For me, I do not want a match or a moth or a badly tindered fire.  There is a moment by a campfire, when the laughter has faded, the songs have been sung, the memories have been shared, the plans of the day to come have been made and there is only the souls that shift quiet like in the darkening night.  The stars twinkle, and the fire crackles, and the last flames are flickering low and deep inside the fire there is are embers glowing red and black and grey.  A moment when your face is warm and your toes are so hot that you have to move them, and your back is chilled so you turn it to the fire, and turn back again.  This moment where your own serene solitude is unbroken and at this moment, what you wish for is a face full of wrinkles to be looking back at you.  You are not just lovers, not just friends, not just companions, not just a partner, but you are family.  And for all the rainy days and thunderstorms, for all the hurricanes and floods, for all the scorching days and sweltering nights, for all the perfect days, and after rainstorm moments of your life you wouldn’t change one single thing except to have spent more time together, and less time arguing about the little things.  And when that wrinkled face smiles back at you, with their own thoughts and memories, and their own ugly voice, and their own voice of reason and their own inner light, you accept that face exactly because of all of those things.  And that face as it looks at you with the eyes now failing and the farts that let go of their own accord, and the warts that grow on the knuckles, and the nose picked perhaps not clandestinely enough, it accepts you right back.

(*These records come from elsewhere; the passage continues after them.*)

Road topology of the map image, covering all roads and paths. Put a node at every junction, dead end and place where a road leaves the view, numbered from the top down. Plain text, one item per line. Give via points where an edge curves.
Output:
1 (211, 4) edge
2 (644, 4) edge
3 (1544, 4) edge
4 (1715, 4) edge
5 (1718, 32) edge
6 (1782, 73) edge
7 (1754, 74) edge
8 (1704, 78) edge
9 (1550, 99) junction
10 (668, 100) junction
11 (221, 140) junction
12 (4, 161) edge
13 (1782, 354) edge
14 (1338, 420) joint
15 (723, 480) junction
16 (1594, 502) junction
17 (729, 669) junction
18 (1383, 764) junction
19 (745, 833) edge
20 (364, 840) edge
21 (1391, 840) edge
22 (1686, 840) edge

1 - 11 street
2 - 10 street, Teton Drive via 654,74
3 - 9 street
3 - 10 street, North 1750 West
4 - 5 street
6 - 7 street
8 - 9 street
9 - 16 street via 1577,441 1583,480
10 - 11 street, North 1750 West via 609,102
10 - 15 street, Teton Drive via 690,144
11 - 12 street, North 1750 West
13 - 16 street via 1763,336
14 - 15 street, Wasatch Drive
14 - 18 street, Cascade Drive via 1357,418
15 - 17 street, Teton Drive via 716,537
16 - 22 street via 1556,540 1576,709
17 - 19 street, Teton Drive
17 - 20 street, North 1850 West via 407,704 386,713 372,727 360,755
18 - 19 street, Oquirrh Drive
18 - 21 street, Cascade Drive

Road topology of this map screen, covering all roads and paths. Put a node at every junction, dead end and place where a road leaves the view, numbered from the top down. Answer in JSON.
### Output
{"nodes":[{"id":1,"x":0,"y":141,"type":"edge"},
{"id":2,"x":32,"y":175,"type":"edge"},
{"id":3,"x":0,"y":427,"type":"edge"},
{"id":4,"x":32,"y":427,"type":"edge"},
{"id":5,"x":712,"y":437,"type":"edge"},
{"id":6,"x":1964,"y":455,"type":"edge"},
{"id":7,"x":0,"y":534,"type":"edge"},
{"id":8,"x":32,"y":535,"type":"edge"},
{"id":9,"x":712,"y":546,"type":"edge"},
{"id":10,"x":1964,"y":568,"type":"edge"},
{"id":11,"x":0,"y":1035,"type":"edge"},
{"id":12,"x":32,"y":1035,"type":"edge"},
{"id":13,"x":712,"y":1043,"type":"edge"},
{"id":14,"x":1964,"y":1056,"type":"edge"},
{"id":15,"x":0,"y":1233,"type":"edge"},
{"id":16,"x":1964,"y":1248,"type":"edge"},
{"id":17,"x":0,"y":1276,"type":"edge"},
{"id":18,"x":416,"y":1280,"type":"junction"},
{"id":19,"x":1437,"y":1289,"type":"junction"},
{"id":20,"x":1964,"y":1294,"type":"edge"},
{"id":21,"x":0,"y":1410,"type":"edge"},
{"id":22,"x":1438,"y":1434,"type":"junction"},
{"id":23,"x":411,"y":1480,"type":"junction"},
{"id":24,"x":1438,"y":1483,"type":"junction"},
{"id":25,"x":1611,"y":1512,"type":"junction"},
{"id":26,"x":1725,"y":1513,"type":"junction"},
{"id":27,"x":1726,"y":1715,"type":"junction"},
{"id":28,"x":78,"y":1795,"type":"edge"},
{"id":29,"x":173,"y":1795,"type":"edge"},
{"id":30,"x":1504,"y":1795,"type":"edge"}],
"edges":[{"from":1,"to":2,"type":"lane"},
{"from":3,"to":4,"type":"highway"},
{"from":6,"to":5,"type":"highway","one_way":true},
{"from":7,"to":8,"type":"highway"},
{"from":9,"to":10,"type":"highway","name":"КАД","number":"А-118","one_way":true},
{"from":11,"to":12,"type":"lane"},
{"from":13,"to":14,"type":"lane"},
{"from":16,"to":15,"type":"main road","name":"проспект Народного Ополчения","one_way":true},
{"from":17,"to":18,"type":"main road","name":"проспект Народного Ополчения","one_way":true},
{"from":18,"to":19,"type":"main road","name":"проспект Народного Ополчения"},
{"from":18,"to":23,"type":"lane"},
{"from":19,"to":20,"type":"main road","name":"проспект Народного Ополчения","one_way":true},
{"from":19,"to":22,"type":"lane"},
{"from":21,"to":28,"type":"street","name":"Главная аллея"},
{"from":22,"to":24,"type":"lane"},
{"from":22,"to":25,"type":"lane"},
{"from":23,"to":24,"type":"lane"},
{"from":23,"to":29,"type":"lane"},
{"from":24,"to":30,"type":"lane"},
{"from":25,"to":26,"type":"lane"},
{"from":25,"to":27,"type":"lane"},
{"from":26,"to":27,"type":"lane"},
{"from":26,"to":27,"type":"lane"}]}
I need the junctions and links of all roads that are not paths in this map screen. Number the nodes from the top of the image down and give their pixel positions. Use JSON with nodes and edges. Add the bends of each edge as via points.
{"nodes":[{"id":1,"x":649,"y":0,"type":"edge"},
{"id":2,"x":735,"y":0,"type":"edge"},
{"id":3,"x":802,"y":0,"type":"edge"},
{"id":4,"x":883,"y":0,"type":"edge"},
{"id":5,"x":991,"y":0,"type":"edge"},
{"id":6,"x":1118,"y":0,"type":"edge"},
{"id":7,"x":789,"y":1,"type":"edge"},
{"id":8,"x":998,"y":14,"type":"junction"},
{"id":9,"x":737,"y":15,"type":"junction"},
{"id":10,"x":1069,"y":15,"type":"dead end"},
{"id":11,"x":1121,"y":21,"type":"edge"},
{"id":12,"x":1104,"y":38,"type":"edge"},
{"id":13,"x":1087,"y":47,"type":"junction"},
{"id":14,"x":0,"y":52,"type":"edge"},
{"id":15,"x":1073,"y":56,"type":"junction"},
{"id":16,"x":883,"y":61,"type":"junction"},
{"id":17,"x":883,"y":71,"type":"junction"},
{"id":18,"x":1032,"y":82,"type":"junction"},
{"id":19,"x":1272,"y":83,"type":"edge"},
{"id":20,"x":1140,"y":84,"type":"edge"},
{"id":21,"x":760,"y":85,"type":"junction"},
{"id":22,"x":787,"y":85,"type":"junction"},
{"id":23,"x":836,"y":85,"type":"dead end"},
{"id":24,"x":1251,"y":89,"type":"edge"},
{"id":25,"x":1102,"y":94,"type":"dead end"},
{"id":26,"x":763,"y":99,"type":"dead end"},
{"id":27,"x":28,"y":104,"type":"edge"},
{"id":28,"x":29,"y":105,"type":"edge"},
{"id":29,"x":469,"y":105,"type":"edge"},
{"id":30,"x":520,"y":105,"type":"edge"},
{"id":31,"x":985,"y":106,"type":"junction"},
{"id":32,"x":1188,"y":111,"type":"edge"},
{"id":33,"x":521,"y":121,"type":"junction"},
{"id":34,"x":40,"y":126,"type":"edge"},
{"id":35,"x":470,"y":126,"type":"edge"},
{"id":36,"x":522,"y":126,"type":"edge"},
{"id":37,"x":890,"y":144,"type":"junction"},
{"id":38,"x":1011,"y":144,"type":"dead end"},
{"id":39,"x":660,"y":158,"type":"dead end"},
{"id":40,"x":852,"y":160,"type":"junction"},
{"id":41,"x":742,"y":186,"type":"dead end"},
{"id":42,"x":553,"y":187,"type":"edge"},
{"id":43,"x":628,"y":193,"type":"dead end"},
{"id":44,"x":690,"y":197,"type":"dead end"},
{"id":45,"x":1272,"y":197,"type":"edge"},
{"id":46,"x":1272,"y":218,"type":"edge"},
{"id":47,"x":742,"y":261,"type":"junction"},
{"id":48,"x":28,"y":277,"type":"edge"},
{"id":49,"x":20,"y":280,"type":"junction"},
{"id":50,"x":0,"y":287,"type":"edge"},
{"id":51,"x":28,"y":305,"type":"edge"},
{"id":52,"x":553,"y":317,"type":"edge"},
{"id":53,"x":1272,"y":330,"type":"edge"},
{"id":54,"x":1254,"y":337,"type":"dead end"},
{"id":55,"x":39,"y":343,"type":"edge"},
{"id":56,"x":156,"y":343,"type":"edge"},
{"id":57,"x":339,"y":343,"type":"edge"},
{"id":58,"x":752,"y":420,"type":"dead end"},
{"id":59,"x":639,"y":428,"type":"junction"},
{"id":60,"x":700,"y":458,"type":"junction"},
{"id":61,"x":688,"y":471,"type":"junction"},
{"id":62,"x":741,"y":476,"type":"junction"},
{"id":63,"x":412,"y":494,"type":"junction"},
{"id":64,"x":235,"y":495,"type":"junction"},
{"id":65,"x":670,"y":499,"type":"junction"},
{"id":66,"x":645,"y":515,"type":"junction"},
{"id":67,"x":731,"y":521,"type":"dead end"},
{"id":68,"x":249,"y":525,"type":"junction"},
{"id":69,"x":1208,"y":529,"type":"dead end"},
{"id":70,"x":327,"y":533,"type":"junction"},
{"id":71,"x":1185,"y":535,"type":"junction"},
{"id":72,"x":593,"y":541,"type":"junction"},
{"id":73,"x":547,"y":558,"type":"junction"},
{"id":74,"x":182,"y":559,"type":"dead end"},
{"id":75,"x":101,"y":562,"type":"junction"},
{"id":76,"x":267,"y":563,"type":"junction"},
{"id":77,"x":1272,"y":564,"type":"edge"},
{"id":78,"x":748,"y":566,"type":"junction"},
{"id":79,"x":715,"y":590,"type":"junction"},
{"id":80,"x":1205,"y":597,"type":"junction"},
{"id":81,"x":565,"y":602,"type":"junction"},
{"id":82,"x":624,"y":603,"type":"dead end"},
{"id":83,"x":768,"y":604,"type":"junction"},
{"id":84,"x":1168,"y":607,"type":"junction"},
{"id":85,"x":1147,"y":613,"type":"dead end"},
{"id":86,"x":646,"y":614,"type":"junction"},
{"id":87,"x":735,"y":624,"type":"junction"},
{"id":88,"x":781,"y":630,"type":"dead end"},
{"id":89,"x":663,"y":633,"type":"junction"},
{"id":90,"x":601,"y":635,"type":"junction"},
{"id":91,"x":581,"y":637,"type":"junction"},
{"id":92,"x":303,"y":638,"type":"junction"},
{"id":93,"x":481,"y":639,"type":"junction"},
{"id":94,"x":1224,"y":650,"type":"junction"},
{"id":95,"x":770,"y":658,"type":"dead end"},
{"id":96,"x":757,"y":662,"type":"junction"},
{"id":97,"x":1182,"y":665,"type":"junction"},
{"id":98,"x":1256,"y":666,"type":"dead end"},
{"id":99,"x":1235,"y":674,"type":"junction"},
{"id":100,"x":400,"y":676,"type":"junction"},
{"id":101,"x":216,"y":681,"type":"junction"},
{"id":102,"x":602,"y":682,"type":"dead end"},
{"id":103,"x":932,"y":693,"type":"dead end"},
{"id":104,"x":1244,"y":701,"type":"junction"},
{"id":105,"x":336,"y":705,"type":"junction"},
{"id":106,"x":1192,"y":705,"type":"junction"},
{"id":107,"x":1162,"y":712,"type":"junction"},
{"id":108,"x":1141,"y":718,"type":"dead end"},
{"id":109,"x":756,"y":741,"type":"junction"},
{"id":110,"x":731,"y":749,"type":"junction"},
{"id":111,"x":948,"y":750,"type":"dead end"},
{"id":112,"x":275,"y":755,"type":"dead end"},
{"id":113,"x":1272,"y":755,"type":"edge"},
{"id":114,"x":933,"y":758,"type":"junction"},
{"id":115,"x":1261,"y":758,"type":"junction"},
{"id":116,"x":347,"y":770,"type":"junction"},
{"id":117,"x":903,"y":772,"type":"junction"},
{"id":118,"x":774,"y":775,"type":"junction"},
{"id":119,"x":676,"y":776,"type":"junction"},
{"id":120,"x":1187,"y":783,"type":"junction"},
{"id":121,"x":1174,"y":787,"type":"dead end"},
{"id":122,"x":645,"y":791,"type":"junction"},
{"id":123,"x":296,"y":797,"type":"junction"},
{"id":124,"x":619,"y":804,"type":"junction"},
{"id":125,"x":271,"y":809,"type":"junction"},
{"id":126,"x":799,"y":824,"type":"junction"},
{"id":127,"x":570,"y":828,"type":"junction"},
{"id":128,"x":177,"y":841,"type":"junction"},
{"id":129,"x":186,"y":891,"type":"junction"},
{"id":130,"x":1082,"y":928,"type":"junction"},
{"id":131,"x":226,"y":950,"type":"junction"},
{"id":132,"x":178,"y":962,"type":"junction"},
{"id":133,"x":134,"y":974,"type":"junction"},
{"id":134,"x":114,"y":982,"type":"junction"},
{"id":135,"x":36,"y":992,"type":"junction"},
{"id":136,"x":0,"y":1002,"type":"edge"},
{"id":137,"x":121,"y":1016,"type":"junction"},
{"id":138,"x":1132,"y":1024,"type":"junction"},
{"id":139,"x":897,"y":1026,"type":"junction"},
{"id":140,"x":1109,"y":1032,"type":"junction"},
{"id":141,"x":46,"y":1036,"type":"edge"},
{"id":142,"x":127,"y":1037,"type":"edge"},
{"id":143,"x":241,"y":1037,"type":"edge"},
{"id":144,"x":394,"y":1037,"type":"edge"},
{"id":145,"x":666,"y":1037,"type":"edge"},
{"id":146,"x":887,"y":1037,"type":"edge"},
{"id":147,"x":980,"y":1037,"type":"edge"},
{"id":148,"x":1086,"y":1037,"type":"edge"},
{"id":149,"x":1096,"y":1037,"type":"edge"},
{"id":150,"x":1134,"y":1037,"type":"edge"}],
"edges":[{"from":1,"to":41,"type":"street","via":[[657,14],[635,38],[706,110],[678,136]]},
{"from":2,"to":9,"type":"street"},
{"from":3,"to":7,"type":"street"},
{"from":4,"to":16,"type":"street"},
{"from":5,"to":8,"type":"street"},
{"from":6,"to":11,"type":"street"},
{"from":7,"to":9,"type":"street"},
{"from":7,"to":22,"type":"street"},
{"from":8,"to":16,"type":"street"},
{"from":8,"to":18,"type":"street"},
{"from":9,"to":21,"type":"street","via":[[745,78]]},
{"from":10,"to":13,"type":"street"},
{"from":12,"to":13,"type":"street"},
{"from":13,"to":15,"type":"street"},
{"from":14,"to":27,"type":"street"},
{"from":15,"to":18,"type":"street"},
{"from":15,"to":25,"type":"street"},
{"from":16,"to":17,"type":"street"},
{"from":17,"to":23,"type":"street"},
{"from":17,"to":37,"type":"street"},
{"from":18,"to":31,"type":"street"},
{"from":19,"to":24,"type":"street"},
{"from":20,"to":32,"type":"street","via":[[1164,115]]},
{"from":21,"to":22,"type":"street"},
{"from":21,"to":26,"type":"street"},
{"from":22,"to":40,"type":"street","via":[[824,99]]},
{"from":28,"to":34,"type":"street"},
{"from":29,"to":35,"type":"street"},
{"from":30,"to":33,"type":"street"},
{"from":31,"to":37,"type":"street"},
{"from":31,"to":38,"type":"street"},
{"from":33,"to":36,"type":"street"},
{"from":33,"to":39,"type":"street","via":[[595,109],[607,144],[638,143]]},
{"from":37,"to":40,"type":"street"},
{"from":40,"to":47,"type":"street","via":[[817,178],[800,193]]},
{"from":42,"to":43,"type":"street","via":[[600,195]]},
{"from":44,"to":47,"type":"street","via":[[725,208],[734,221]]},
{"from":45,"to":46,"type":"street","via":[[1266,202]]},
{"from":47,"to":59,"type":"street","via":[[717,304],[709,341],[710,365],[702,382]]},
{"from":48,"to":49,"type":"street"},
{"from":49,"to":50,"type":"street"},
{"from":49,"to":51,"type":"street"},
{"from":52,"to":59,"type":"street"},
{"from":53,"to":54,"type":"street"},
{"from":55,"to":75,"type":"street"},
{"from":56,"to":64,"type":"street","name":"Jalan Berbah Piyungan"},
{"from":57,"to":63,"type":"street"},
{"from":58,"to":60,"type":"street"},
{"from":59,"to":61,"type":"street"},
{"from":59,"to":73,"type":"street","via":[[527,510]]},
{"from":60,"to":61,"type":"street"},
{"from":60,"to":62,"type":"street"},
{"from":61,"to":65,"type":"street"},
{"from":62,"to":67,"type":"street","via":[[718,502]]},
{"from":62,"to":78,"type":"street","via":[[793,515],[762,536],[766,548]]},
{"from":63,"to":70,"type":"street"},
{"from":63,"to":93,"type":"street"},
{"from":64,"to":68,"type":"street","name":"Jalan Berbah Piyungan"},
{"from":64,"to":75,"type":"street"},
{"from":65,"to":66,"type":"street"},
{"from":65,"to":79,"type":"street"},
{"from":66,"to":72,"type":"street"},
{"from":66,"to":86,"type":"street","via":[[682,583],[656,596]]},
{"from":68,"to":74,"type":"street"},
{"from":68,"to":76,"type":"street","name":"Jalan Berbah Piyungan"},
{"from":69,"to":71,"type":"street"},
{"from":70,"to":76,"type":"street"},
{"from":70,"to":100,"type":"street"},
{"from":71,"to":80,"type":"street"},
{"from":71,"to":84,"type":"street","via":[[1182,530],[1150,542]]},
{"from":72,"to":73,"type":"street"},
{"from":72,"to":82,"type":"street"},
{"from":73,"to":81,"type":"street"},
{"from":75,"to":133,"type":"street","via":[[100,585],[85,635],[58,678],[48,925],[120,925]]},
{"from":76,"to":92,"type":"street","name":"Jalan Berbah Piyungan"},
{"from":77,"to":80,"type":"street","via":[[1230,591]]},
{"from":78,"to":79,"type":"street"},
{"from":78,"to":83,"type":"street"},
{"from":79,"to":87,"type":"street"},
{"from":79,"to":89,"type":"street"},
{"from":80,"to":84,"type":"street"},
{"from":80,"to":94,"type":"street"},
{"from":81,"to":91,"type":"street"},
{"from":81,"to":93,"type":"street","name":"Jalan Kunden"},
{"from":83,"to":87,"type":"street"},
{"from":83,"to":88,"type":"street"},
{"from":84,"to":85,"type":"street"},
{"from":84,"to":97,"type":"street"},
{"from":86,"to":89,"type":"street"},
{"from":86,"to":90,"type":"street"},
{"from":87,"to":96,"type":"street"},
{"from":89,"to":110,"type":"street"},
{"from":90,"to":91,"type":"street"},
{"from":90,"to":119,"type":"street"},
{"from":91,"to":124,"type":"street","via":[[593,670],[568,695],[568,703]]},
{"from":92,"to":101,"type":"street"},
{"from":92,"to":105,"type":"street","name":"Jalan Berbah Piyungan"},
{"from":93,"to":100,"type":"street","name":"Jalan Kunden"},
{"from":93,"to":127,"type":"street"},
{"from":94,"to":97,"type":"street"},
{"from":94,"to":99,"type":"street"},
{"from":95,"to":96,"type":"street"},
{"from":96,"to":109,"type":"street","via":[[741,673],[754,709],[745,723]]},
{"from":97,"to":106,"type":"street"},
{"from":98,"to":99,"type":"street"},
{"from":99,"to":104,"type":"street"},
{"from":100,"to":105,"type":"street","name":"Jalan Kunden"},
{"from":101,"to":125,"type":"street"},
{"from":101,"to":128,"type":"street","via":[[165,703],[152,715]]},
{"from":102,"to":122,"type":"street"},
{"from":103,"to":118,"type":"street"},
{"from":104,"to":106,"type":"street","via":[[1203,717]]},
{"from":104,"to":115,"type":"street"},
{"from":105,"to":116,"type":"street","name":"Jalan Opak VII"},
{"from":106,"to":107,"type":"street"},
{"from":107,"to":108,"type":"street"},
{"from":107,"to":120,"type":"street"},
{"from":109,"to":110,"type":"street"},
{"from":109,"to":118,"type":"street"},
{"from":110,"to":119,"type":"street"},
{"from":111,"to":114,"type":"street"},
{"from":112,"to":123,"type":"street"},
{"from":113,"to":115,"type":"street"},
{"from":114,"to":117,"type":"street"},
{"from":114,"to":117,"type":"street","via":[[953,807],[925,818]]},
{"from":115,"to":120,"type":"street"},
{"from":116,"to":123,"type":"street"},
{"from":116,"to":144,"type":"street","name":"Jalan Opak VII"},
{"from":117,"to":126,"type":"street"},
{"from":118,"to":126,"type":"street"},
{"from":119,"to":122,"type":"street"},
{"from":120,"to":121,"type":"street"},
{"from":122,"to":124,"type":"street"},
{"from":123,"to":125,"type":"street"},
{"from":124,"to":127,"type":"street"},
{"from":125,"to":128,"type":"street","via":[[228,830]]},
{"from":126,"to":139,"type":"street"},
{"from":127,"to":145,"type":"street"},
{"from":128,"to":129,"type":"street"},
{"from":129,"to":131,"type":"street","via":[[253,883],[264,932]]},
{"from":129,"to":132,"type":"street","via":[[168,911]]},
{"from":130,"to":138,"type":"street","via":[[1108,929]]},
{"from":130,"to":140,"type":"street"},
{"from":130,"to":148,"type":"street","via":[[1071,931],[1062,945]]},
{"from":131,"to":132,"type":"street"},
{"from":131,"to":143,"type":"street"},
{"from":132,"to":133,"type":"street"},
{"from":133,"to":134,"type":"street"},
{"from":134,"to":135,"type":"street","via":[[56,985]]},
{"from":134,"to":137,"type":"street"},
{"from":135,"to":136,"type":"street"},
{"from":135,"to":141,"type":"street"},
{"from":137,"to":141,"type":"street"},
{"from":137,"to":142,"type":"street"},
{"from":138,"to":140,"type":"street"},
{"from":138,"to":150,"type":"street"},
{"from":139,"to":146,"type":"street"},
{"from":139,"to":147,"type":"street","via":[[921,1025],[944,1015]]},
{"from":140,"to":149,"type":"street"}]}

This is love.  Not “in love”.

Love is an ember that burns long into the night, and if the wind is right, and the fire is banked well, and the rain holds off, that ember will be the coal that relights the fire in the morning.

I never want to be IN LOVE again for the rest of my life.  But someday I hope to look into the fire and see that ember, to look across the fire and see those shining eyes, and that wrinkled face.  And in the morning when my old bones are creaking, I want our weathered hands to touch.  And to not even have to say the word love to know it is there.